■ **PROBLEM STATEMENT**: Go through the lines below and repeat each one exactly, skipping pictures.

■ **Dataset items**:
....
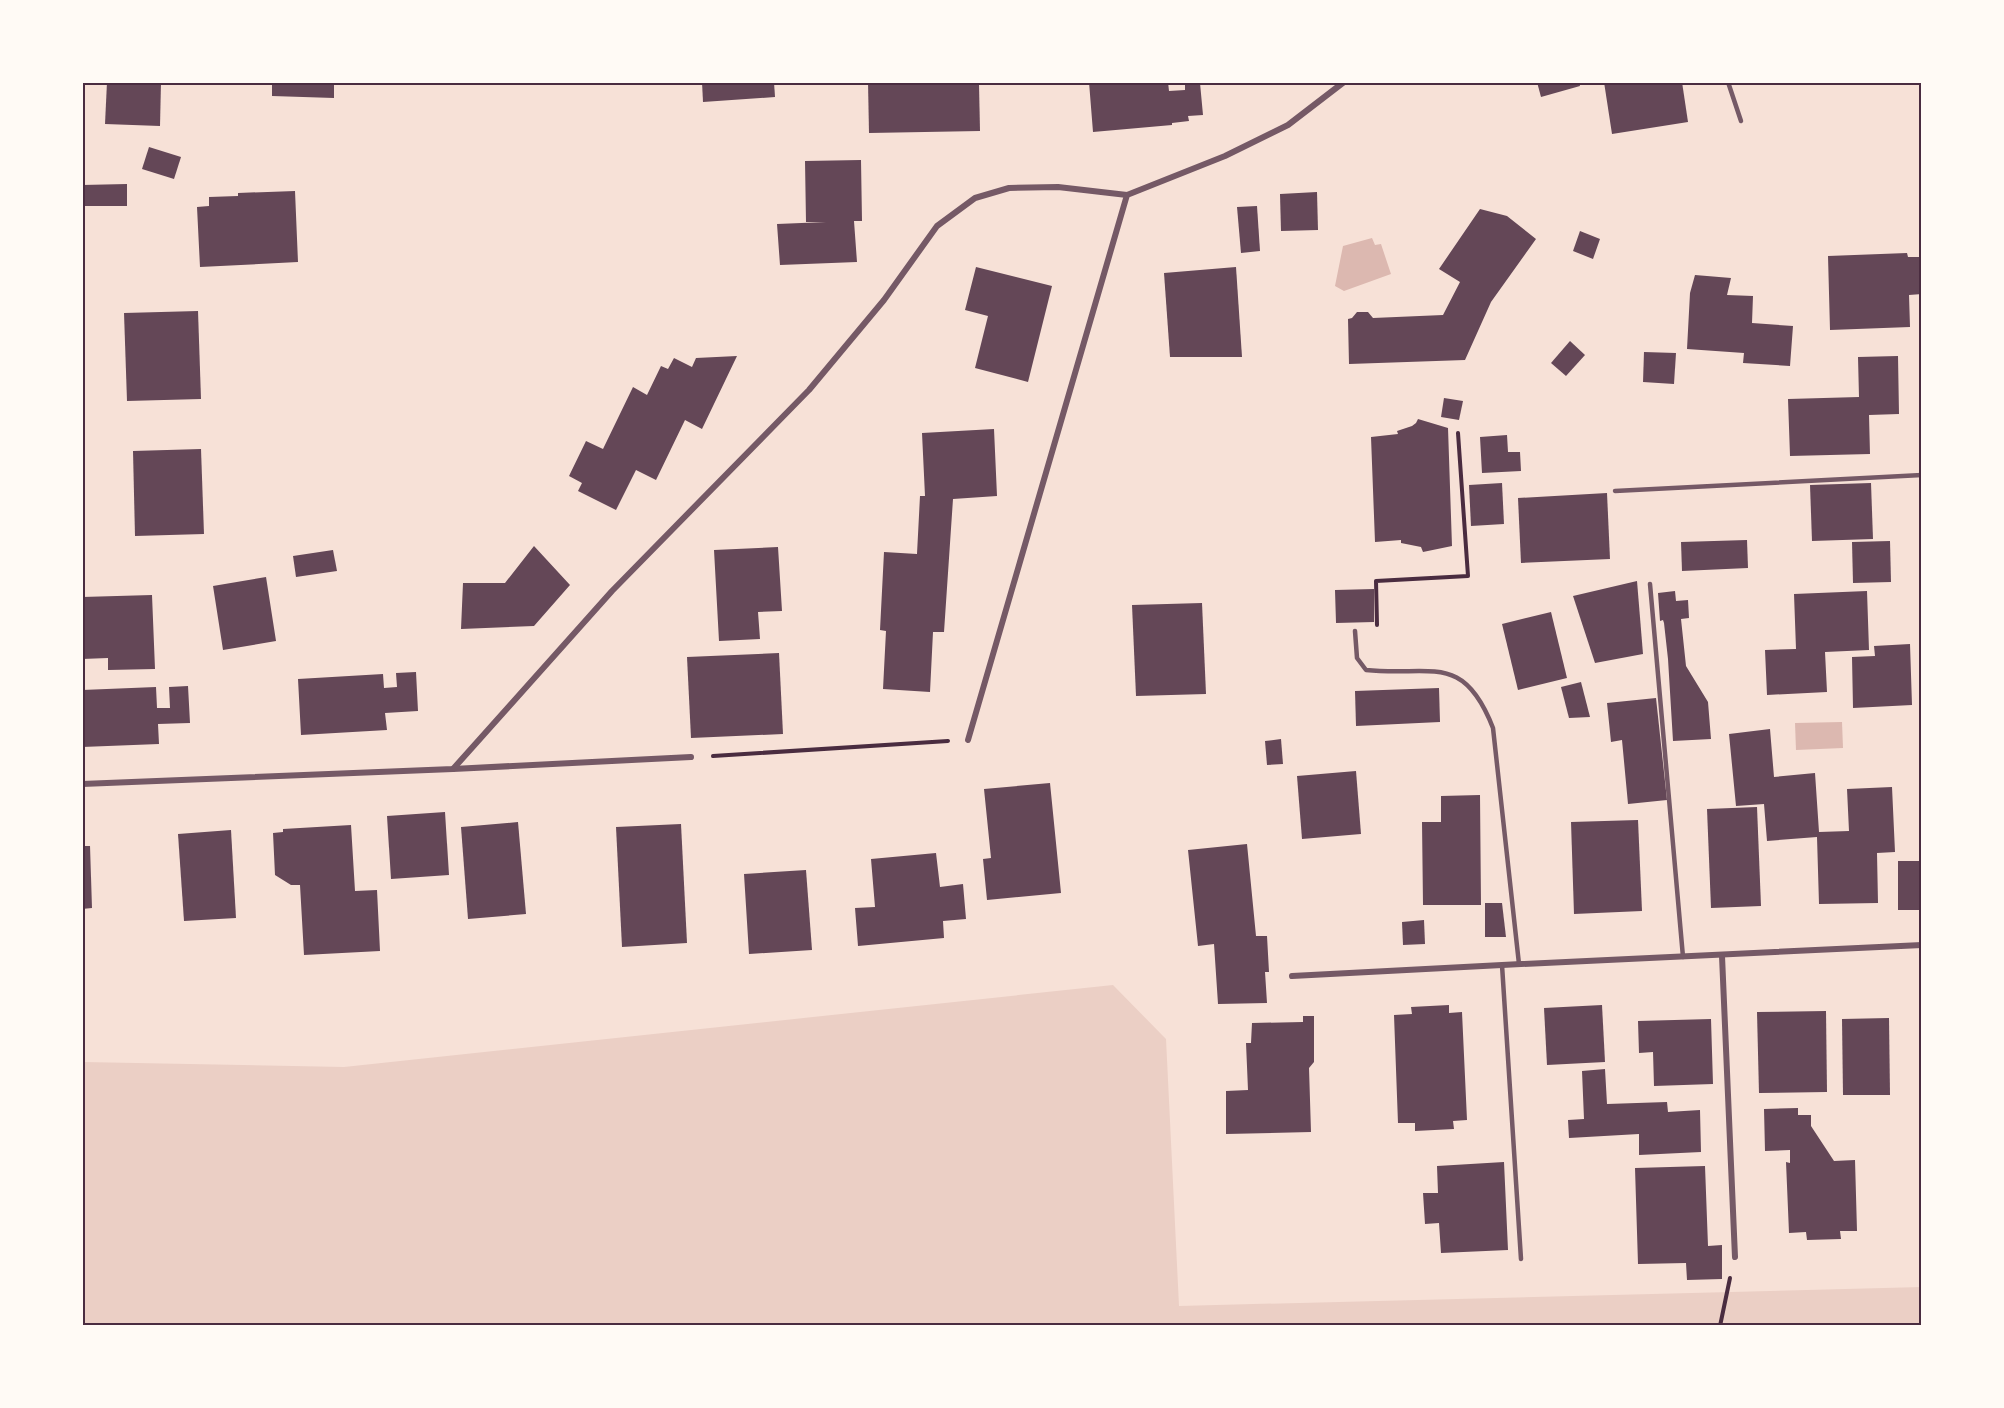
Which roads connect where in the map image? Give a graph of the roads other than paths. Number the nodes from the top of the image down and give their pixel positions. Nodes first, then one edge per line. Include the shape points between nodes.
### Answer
1 (1344, 82) edge
2 (1728, 82) edge
3 (1741, 121) dead end
4 (1127, 195) junction
5 (1922, 475) edge
6 (1615, 491) dead end
7 (1650, 584) dead end
8 (1355, 631) road end
9 (968, 740) road end
10 (691, 757) road end
11 (453, 769) junction
12 (82, 784) edge
13 (1922, 945) edge
14 (1722, 956) junction
15 (1683, 957) junction
16 (1502, 964) junction
17 (1519, 964) junction
18 (1292, 976) dead end
19 (1735, 1257) road end
20 (1521, 1259) dead end

1 - 4 street via 1288,125 1225,156
2 - 3 lane
4 - 9 street
4 - 11 street via 1009,188 975,198 937,226 884,300 809,390 612,591
5 - 6 lane
7 - 15 lane
8 - 17 lane via 1357,658 1366,670 1450,673 1466,684 1485,708 1493,728
10 - 11 street
11 - 12 street
13 - 14 street
14 - 15 street
14 - 19 street
15 - 17 street
16 - 17 street
16 - 18 street
16 - 20 lane

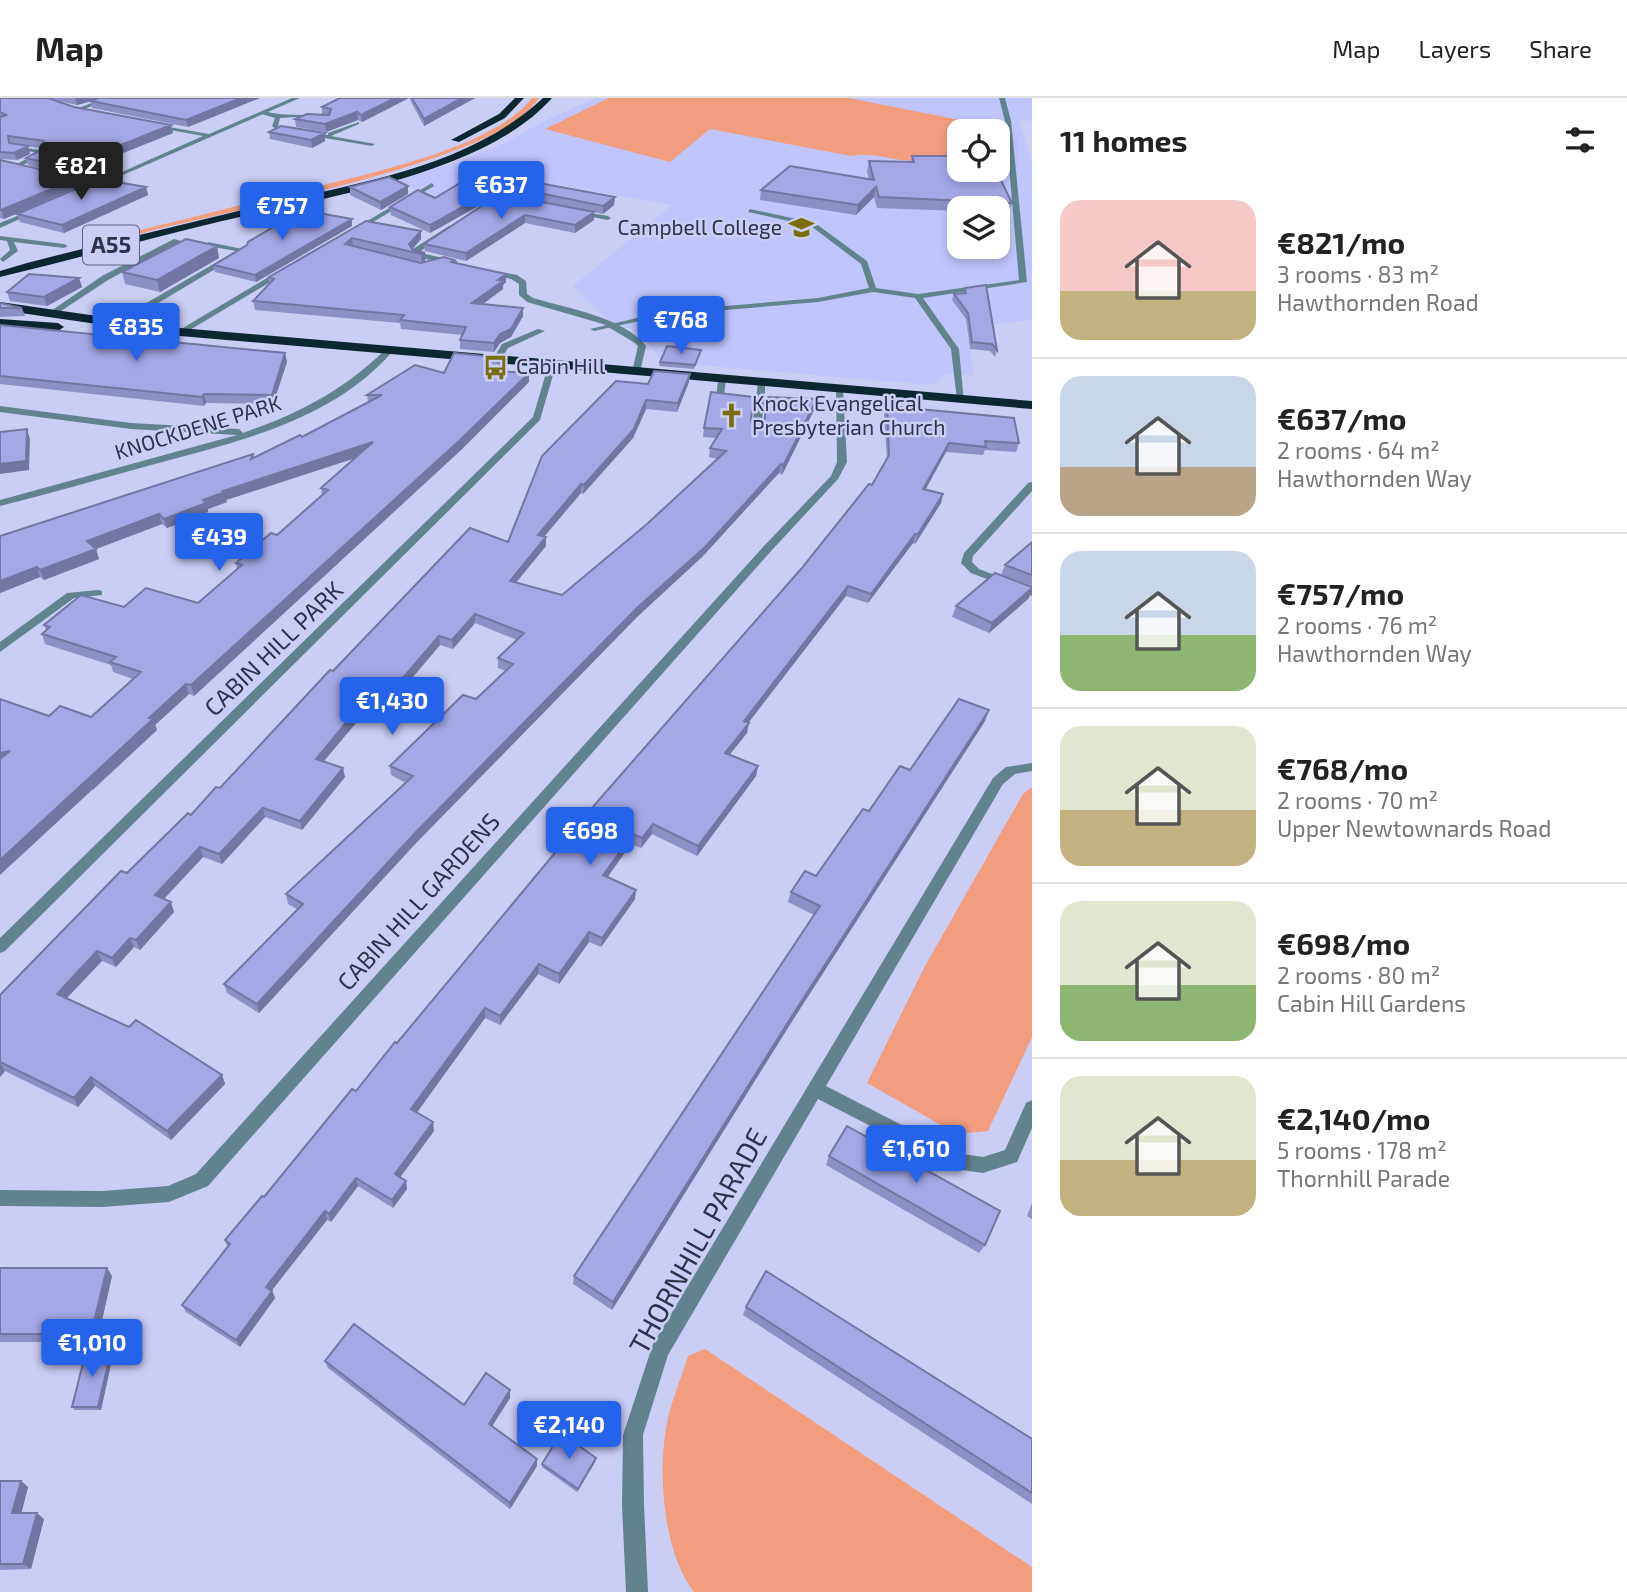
....
■ **FINISHED TASK**:
Which roads connect where in the map image? Give a graph of the roads other than paths. Number the nodes from the top of the image down and give their pixel positions. Nodes first, then one edge per line. Include the shape points between nodes.
### Answer
1 (1344, 82) edge
2 (1728, 82) edge
3 (1741, 121) dead end
4 (1127, 195) junction
5 (1922, 475) edge
6 (1615, 491) dead end
7 (1650, 584) dead end
8 (1355, 631) road end
9 (968, 740) road end
10 (691, 757) road end
11 (453, 769) junction
12 (82, 784) edge
13 (1922, 945) edge
14 (1722, 956) junction
15 (1683, 957) junction
16 (1502, 964) junction
17 (1519, 964) junction
18 (1292, 976) dead end
19 (1735, 1257) road end
20 (1521, 1259) dead end

1 - 4 street via 1288,125 1225,156
2 - 3 lane
4 - 9 street
4 - 11 street via 1009,188 975,198 937,226 884,300 809,390 612,591
5 - 6 lane
7 - 15 lane
8 - 17 lane via 1357,658 1366,670 1450,673 1466,684 1485,708 1493,728
10 - 11 street
11 - 12 street
13 - 14 street
14 - 15 street
14 - 19 street
15 - 17 street
16 - 17 street
16 - 18 street
16 - 20 lane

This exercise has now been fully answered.